I joined her by the break in the hedge and together we made our way through it. We edged our way cautiously around the summerhouse until the back of our neighbours’ semi was clearly visible. We felt no need to duck or take cover, the garden was busy and we were just two more shadows. As long as we didn’t venture too close we wouldn’t be seen.
The lights were on in the kitchen and the lounge and the couple were sitting on their sofa, watching television. I realised that this was the first time we had managed to take a proper look at them. They were older than us, ten years at least, and I was pleased by this. I remember thinking that it wasn’t too late for Kelly and I, that we still had plenty of time to get something started, established.

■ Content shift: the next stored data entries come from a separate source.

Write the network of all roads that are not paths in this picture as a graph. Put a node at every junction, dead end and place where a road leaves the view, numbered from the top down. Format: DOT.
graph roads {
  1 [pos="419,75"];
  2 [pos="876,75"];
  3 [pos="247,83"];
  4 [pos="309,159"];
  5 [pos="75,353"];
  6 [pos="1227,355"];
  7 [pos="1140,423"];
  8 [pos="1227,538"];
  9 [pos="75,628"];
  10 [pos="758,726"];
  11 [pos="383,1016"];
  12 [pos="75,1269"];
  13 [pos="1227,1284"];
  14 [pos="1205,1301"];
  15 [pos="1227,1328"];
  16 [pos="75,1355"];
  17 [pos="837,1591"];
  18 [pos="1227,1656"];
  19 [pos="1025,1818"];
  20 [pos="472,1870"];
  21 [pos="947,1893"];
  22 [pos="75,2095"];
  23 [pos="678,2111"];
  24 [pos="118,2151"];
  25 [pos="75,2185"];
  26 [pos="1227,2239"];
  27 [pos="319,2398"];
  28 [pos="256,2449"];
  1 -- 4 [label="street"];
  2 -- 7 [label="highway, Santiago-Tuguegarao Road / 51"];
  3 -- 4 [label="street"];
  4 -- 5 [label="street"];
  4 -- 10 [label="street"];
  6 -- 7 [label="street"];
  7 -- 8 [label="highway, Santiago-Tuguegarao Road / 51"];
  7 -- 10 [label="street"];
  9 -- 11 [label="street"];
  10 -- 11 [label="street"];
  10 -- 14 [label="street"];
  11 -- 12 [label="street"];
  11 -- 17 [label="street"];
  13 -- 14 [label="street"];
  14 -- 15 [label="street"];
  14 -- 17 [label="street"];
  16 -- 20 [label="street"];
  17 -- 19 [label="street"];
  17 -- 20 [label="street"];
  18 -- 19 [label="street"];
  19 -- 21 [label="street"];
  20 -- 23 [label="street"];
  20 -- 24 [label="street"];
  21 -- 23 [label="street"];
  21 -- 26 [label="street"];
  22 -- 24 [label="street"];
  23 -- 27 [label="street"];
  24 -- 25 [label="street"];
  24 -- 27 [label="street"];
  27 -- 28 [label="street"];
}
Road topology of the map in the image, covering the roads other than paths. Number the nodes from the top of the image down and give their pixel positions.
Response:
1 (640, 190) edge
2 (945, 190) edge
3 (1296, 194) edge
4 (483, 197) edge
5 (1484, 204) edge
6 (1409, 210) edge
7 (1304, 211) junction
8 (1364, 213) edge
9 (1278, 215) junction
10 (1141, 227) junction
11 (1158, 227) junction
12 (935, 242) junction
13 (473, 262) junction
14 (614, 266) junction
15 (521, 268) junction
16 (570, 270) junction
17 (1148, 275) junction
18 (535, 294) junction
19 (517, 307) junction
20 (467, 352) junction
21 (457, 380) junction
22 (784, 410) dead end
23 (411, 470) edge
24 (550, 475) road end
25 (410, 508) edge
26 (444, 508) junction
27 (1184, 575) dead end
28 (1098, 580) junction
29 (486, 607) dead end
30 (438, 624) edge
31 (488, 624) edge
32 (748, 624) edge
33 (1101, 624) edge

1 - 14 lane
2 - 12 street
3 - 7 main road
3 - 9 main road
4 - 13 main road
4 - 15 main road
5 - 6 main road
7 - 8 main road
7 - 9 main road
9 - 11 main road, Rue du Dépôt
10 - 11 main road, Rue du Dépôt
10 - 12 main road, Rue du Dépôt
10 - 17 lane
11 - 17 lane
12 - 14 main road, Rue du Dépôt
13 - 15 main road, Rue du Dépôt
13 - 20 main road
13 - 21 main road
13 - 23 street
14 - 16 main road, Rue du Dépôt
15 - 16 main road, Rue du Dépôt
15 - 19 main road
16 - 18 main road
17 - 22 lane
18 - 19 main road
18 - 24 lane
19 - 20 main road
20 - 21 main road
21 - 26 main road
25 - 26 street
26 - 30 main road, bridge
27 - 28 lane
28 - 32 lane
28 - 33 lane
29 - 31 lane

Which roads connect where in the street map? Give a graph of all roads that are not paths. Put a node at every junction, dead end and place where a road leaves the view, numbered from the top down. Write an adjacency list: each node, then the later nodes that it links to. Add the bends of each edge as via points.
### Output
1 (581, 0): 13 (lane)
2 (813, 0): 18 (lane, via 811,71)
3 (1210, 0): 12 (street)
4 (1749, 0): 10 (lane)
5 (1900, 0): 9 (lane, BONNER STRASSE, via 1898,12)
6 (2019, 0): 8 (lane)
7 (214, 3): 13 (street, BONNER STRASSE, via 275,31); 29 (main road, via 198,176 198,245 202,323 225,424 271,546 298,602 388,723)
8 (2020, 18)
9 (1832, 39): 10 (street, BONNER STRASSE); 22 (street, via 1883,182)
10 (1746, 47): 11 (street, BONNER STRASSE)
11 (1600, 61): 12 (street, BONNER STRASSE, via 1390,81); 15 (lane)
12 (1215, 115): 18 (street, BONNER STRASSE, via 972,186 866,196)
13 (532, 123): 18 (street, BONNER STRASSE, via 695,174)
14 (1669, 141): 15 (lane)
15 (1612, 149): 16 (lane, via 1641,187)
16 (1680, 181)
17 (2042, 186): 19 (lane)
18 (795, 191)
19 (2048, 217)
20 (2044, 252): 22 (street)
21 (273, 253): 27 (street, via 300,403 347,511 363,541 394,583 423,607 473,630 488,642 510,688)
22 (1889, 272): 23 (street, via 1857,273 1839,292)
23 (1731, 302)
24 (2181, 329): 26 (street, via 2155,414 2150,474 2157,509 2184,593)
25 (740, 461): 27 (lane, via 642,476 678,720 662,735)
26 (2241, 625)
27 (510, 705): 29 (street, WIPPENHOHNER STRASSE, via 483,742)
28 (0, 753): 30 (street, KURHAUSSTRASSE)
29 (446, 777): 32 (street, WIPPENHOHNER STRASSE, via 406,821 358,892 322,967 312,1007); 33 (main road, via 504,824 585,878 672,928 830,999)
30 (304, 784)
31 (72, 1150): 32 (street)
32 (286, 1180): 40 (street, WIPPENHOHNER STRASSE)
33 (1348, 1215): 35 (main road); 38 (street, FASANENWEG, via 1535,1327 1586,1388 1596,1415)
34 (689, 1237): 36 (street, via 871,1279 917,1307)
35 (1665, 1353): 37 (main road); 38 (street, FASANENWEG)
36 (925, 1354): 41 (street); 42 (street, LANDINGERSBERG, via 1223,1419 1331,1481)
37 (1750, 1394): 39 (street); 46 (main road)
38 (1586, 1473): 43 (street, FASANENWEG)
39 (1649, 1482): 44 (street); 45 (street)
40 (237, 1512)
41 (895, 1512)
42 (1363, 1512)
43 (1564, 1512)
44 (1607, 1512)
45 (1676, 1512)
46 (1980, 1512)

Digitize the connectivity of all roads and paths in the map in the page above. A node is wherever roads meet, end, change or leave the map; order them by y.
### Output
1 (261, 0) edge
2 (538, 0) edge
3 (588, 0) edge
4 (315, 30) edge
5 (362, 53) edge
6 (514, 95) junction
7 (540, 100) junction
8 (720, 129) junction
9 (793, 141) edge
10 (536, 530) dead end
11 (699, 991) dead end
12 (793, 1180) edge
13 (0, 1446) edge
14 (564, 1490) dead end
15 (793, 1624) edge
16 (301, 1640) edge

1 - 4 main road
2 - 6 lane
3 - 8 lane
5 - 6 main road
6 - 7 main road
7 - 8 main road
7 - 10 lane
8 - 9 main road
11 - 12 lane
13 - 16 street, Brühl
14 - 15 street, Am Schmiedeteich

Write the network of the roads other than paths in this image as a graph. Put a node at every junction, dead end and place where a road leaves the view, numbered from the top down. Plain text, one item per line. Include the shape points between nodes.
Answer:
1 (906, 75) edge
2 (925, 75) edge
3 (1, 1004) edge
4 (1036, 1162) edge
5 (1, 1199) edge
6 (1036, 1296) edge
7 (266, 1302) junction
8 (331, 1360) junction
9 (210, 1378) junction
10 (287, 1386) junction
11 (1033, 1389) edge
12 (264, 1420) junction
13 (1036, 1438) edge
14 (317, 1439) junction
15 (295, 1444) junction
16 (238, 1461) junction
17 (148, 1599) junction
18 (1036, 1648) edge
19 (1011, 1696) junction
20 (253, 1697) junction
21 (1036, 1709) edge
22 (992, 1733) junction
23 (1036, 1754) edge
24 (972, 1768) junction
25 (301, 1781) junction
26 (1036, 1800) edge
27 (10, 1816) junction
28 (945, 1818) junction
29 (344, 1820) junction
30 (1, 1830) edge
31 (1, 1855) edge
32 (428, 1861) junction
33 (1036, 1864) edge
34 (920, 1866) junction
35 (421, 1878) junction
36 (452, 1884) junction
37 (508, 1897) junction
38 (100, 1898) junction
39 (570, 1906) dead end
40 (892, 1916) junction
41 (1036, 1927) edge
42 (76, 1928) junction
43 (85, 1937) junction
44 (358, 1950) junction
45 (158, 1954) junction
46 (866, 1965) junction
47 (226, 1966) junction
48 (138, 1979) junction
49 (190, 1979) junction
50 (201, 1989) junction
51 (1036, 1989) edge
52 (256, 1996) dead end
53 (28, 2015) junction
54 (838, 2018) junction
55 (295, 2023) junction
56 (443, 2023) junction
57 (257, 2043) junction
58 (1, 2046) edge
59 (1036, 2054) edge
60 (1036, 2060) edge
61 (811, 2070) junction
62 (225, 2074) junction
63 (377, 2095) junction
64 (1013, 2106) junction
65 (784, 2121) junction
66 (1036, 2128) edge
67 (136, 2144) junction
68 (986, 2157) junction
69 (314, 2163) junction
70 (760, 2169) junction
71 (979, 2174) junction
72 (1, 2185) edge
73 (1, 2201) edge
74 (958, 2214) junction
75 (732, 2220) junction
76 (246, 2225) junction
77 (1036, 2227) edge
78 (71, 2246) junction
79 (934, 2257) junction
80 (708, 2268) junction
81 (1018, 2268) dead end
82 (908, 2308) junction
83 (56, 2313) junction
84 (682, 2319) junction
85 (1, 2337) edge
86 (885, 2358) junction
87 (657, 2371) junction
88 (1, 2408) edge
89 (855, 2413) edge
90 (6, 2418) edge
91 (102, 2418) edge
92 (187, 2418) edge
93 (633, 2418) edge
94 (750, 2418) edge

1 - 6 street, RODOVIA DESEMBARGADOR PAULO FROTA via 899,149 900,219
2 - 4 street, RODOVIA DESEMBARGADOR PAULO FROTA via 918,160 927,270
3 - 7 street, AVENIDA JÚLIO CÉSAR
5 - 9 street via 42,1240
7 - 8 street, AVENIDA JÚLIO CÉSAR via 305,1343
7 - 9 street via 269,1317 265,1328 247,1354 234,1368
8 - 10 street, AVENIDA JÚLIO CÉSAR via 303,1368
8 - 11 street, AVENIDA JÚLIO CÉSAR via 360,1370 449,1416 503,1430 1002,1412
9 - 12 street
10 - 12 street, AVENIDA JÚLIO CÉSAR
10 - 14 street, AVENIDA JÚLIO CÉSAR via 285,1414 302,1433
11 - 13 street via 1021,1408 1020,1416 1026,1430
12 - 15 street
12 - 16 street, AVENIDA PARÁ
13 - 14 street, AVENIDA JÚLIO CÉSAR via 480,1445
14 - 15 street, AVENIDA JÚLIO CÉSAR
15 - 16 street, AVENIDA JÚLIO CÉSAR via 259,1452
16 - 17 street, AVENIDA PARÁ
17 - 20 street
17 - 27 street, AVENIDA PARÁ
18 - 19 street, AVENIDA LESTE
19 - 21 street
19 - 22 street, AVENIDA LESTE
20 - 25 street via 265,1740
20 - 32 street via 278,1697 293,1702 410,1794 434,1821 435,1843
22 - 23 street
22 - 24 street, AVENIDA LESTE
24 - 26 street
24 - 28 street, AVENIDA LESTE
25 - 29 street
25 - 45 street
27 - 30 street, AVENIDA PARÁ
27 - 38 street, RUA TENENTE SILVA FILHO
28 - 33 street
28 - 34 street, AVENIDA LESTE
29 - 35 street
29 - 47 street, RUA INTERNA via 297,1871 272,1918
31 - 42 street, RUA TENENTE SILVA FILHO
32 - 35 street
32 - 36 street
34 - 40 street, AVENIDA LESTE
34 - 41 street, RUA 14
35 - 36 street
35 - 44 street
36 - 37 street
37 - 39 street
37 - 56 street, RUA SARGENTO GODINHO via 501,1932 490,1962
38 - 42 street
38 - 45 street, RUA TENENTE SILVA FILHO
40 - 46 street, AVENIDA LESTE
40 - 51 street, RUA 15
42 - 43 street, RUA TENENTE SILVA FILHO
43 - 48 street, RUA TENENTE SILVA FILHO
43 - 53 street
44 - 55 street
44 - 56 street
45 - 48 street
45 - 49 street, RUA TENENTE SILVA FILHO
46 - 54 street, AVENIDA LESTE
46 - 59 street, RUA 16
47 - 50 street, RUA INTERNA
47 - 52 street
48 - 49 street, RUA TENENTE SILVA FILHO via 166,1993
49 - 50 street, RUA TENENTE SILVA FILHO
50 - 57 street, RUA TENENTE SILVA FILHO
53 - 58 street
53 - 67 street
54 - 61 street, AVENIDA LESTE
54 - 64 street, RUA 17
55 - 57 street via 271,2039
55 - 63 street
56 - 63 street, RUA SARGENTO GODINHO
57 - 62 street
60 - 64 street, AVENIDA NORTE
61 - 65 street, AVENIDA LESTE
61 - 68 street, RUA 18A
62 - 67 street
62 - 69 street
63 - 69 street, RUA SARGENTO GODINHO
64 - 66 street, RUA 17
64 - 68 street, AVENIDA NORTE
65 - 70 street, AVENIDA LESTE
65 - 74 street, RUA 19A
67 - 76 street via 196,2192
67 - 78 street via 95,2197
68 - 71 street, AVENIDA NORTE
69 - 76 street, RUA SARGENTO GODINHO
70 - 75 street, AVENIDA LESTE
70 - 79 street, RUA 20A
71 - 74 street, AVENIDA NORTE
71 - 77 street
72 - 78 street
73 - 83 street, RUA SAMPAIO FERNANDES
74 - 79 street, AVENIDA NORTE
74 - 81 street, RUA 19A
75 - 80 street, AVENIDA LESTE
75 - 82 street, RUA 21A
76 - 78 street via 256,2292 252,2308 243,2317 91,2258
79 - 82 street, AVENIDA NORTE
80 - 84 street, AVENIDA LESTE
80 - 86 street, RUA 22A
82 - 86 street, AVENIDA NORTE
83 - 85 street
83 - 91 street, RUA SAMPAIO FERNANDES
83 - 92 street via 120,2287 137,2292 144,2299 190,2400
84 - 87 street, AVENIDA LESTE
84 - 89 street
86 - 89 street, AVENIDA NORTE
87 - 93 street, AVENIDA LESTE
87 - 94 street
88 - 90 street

We moved a bit nearer, finding a spot from which we could see most of the room. There is really very little to tell. They sat and watched television and at one point she got up and went into the kitchen and made tea. As I had done earlier that evening, she stood over the sink and for a moment or so she leant in close to the glass and peered out into the darkness, but I suspect she could see little more than her own reflection.
Eventually they switched off the lights and went up to bed. We watched them moving about in the bathroom behind the frosted glass and briefly in the bedroom before he pulled the curtains. And then we lingered, for half an hour at least we stayed put.
Back in our own house we went straight up to bed. We didn’t talk about what we had done and, doing our best not to touch, we tossed and turned.
In the morning we were still restless and throughout the course of the day we made awkward small talk until at last it was dark enough.
I was first to push through the gap in the fence this time with Kelly close behind and once again we stood in the shadows. The man was asleep on the sofa and behind him his wife moved, fussily tidying the already perfectly tidy room.
In the kitchen she made herself a drink and, nursing her mug, she sat beside her husband, studying him as he slept. Eventually she switched on the television and when he awoke they watched together chatting and laughing.

Kelly and I never did get anything established; we didn‘t get out there and work on our garden. It wasn’t to be, not for us. No Sunday afternoon visits to the garden centre and no long winter evenings in front of the TV.
Occasionally Christine and I will bump into Kelly and her husband in town or in the aisle at the supermarket. We always stop and chat for five or ten minutes. It is easy to imagine that we are the characters in one of those American sit-coms.
And whilst Christine and Kelly’s husband stand and politely make small talk, Kelly and I glance at each other and smile.